It's Copy/Paste In Fleet Management Manufacturing
By Katie Anderson, Chief Editor, Pharmaceutical Online

Copy and paste may be frowned upon in most work tasks, but not in the case of “fleet management.” In the past few years, Roche and Novo Nordisk collaborated to introduce this concept of applying the copy/paste action to standardized, decentralized facilities. This collaboration was discussed in a presentation by Toby Grouthouse (Novo), Line Lundsberg-Nielsen (NNE), and Alvin Yang (Roche) at the 2025 ISPE Annual Meeting & Expo.
The fleet management concept was developed to answer the needs to reach more patients and answer the demand for advanced products. It also helps get new products and formats on the market and future-proofs facilities.
The Fleet Management system includes standardized facilities with equivalent manufacturing systems that are copied and pasted across a global network and connected digitally. At Roche, this concept was used to standardize the single-use, small volume drug substance facilities, as discussed by Alvin Yang, the drug substance global MSAT technology and network standards steward for Roche. The company replicated its South San Francisco Clinical Supply Center to create a higher commercial manufacturing gat its Oceanside Single Use Technology Facility. The replication shortened the design phase and avoided critical paths.
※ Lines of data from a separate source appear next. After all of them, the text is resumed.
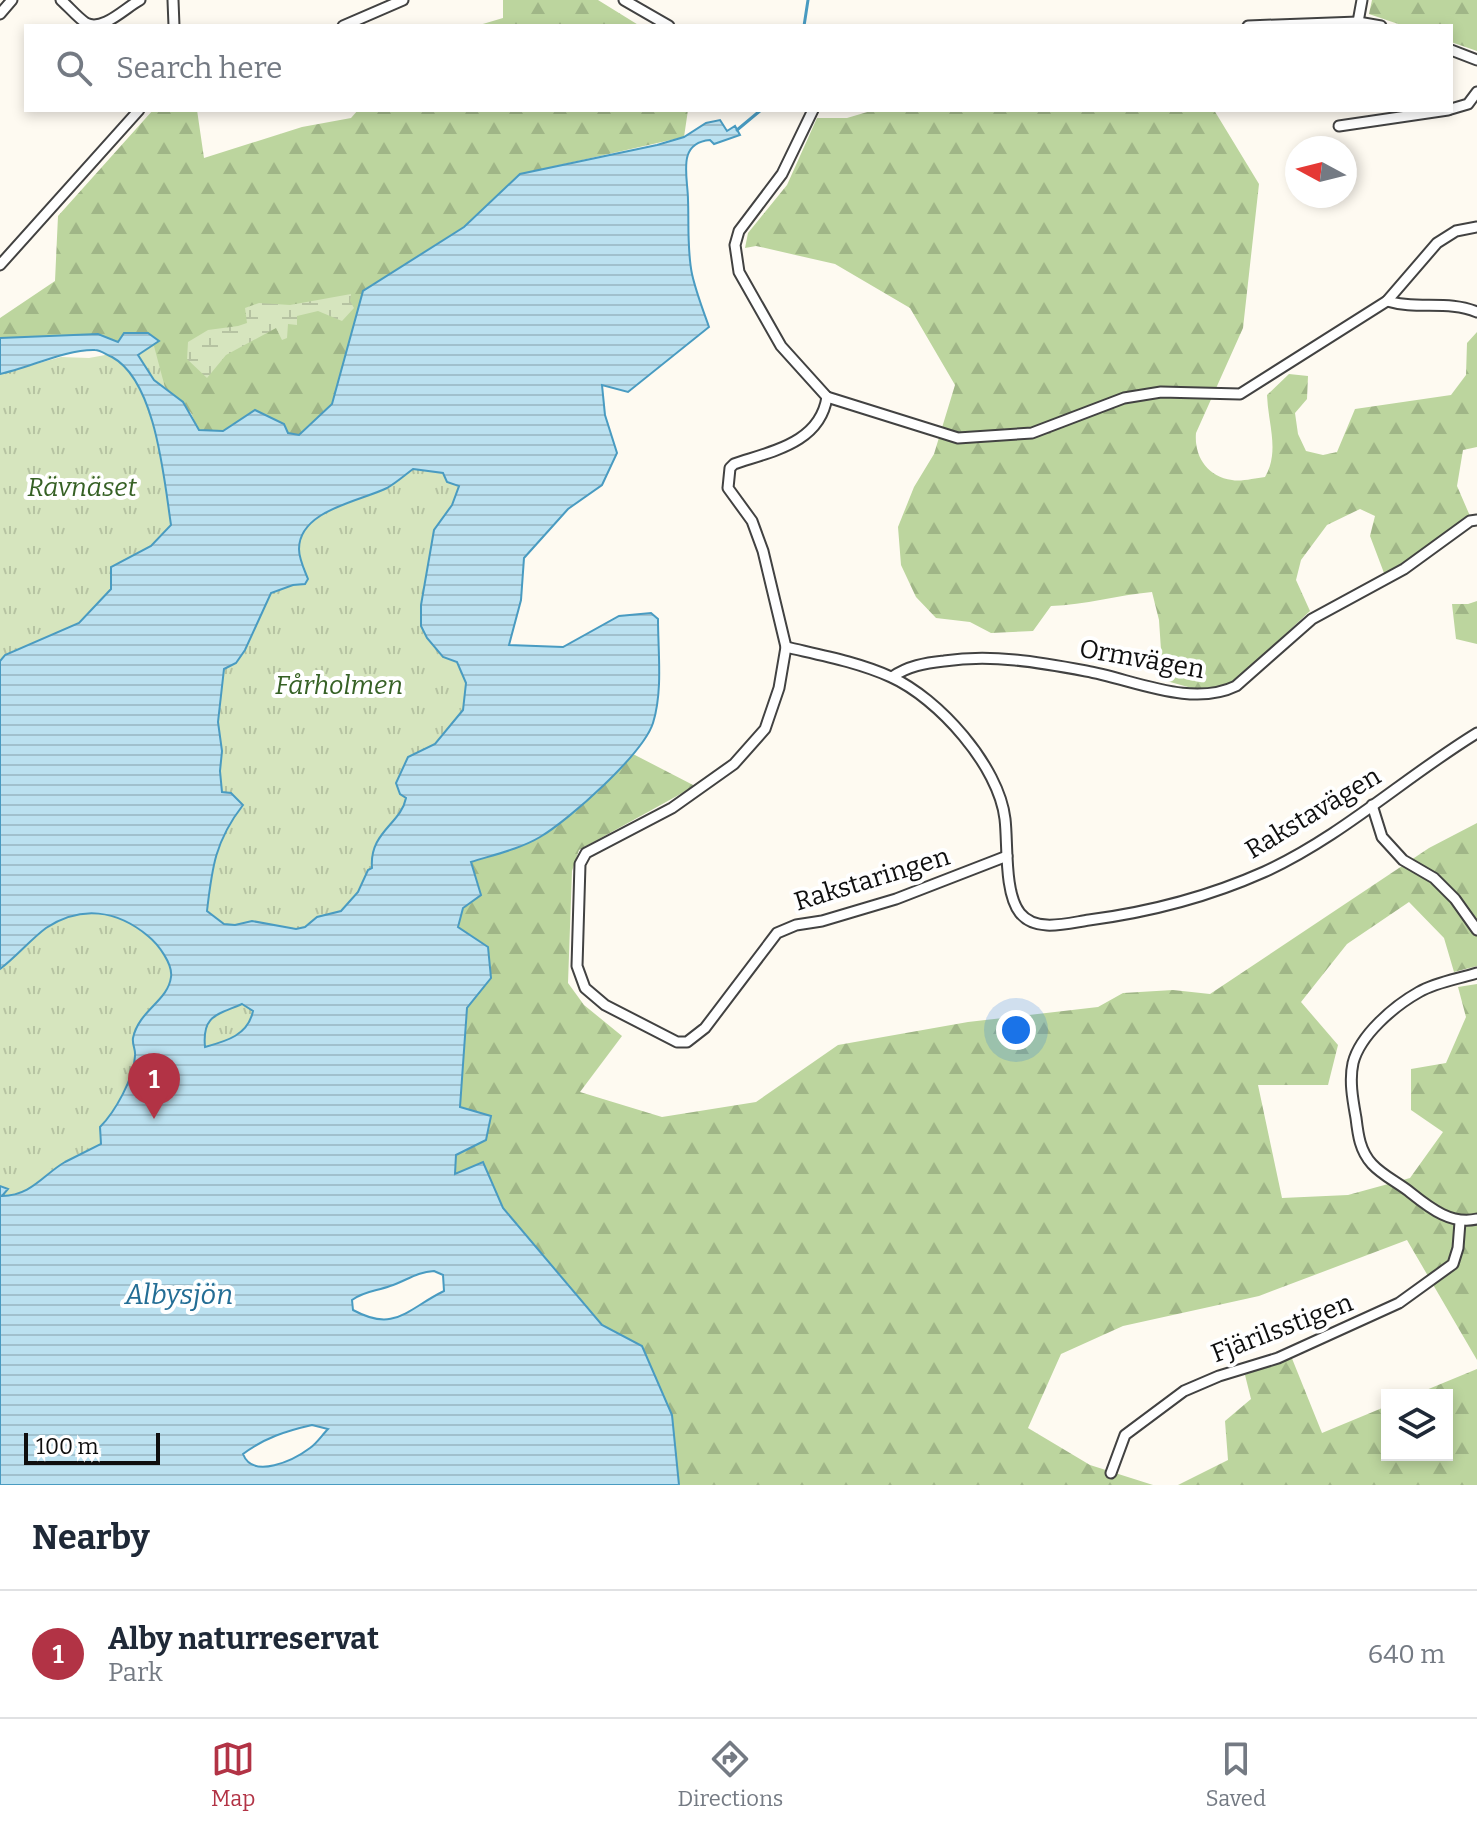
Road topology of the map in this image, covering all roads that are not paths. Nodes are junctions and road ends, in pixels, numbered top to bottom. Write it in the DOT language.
graph roads {
  1 [pos="12,0"];
  2 [pos="61,0"];
  3 [pos="140,0"];
  4 [pos="173,0"];
  5 [pos="403,0"];
  6 [pos="624,0"];
  7 [pos="1362,0"];
  8 [pos="0,14"];
  9 [pos="1358,22"];
  10 [pos="88,24"];
  11 [pos="98,24"];
  12 [pos="174,24"];
  13 [pos="348,24"];
  14 [pos="666,24"];
  15 [pos="1303,24"];
  16 [pos="1370,24"];
  17 [pos="1453,51"];
  18 [pos="1477,60"];
  19 [pos="1477,92"];
  20 [pos="1453,109"];
  21 [pos="137,112"];
  22 [pos="812,112"];
  23 [pos="1435,112"];
  24 [pos="1339,126"];
  25 [pos="1477,227"];
  26 [pos="0,265"];
  27 [pos="1387,301"];
  28 [pos="1477,312"];
  29 [pos="827,397"];
  30 [pos="1477,520"];
  31 [pos="786,647"];
  32 [pos="892,677"];
  33 [pos="1477,733"];
  34 [pos="1372,805"];
  35 [pos="1007,856"];
  36 [pos="1477,930"];
  37 [pos="1477,973"];
  38 [pos="1477,1219"];
  39 [pos="1460,1222"];
  40 [pos="1111,1473"];
  1 -- 8 [label="street"];
  2 -- 10 [label="street"];
  3 -- 11 [label="street"];
  4 -- 12 [label="street"];
  5 -- 13 [label="street"];
  6 -- 14 [label="street"];
  7 -- 9 [label="street"];
  9 -- 15 [label="street"];
  9 -- 16 [label="street"];
  17 -- 18 [label="street"];
  19 -- 20 [label="street"];
  21 -- 26 [label="street"];
  22 -- 29 [label="street"];
  23 -- 24 [label="street"];
  25 -- 27 [label="street"];
  27 -- 28 [label="street"];
  27 -- 29 [label="street"];
  29 -- 31 [label="street"];
  30 -- 32 [label="street, Ormvägen"];
  31 -- 32 [label="street, Rakstavägen"];
  31 -- 35 [label="street, Rakstaringen"];
  32 -- 35 [label="street, Rakstavägen"];
  33 -- 34 [label="street, Rakstavägen"];
  34 -- 35 [label="street, Rakstavägen"];
  34 -- 36 [label="street"];
  37 -- 39 [label="street"];
  38 -- 39 [label="street"];
  39 -- 40 [label="street, Fjärilsstigen"];
}
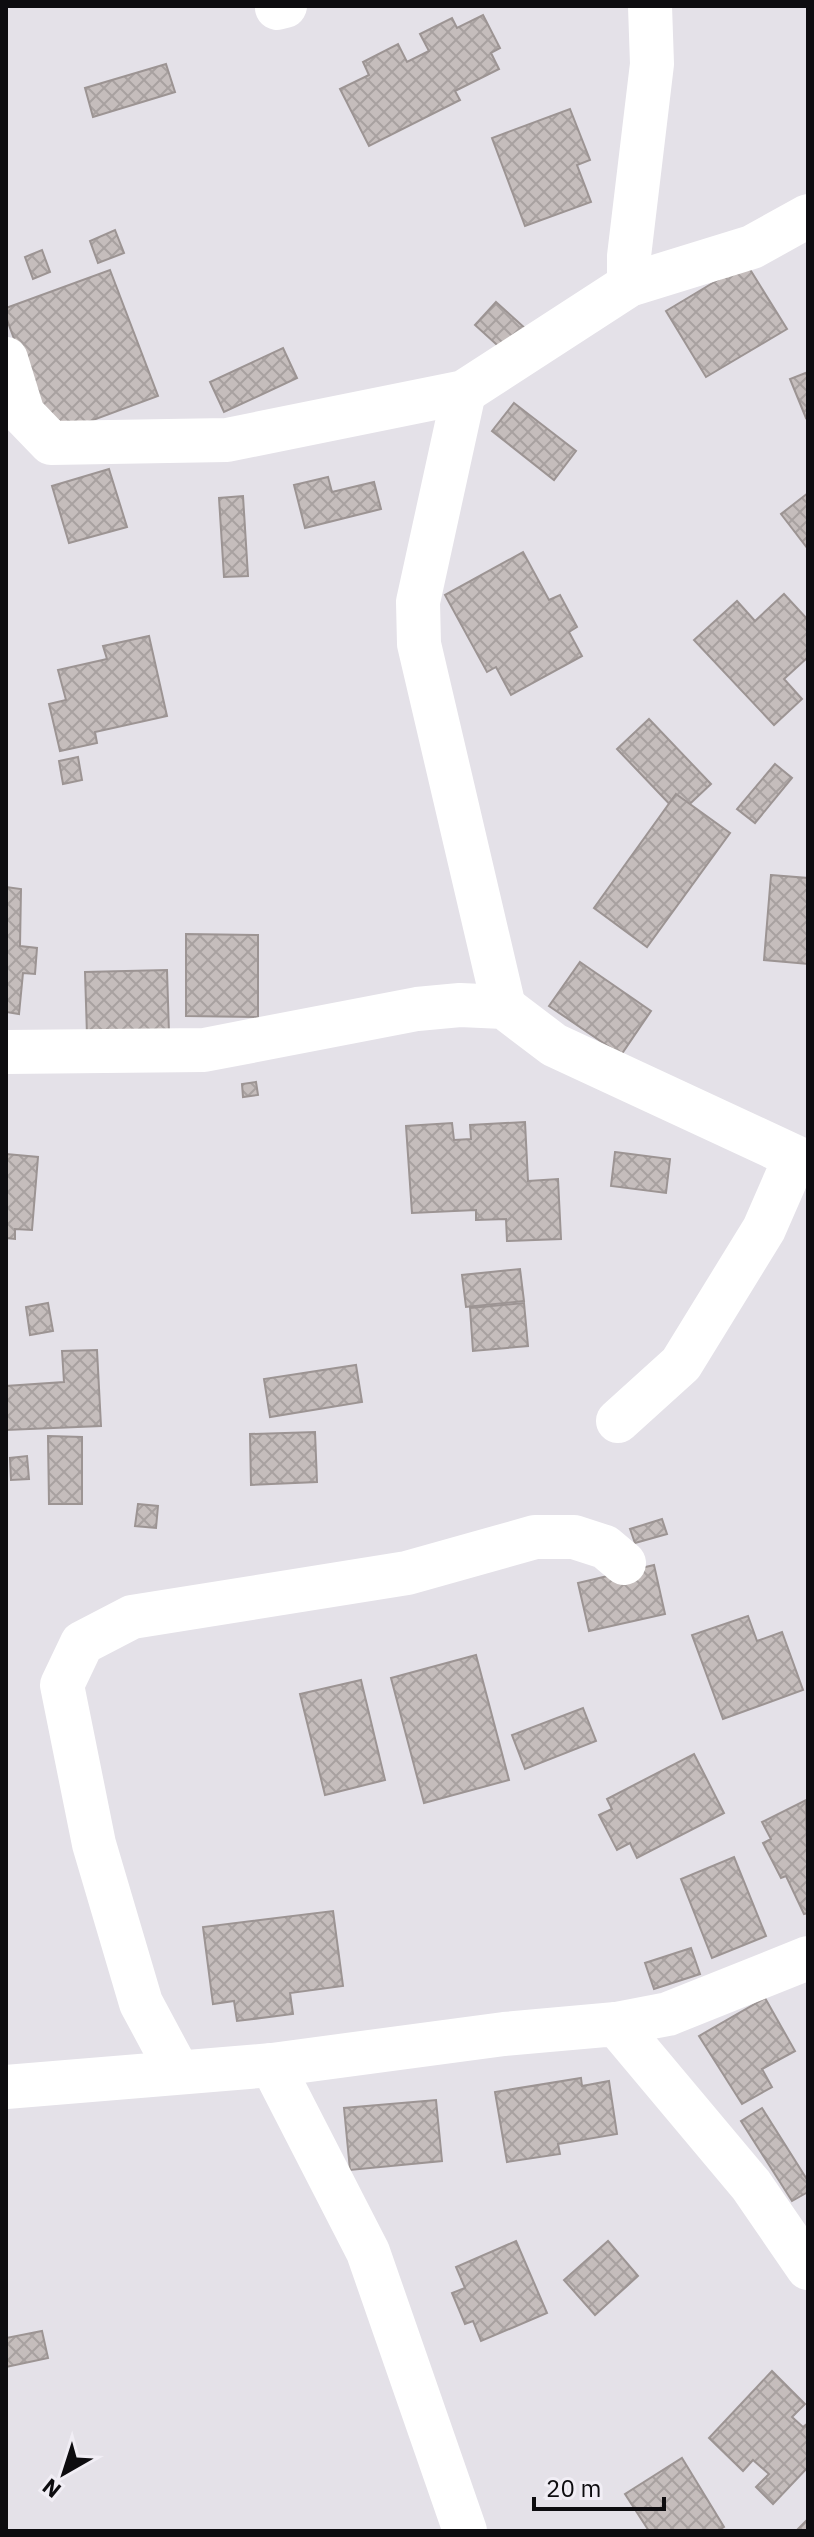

At Novo Nordisk, a fill/finish manufacturing network was created as a fleet to respond to patient demands. This fleet concept starts with designing one and then building many. For example, a formulation fleet, packaging line fleet, assembly line fleet, inspection line fleet and filling line fleet are designed and then replicated across sites, as described by Lundsberg-Nielsen. These systems are then networked and operated by a central PQS. The central PQS doesn’t necessarily have to physically be at headquarters and can be at a site as long as the owner of the fleet. This PQS includes a process performance and quality monitoring system, a deviation system, a CAPA system and a change management system, according to Lundsberg-Nielsen.
At the top is a strategic level, which defines strategy and has oversight for implementation. There is then the operation level that creates and maintains the fleet, in addition to approving documentation. Finally, there is the local site, where the equipment and parts are managed and change is managed.
A key element in fleet management is collaboration, so that sites can share and learn from each other. This can be done digitally, and tracking can happen digitally as well. An oversight framework must be developed for quality control.
So, what are the benefits of incorporating a fleet management approach to decentralized manufacturing? For one, the facilities and lines are established both faster and cheaper. All of the equipment doesn’t need to be individually qualified. Each of the facilities do not need to be qualified. You need only to qualify the first and replicate that. Operationally, documentation is reduced and personnel time is reduced. Change management is also streamlined. Changes to fleet systems require collaboration, connection with network partners, quick production support, deployment efficiencies and tracking. The teams have to work together when a change is proposed, and it has to be agreed upon by the entire group and the standard owner. Because it requires more effort to make changes, smaller changes may not always be implemented.
However, this collaboration allows for better sharing of information if an issue arises. Another facility may be able to help with an issue.
Establishing a fleet management system requires planning and collaboration, but at the end of the day, it can bring drugs to patients faster. As many have allocated money for new sites for expanded manufacturing, now is the perfect time to consider this concept.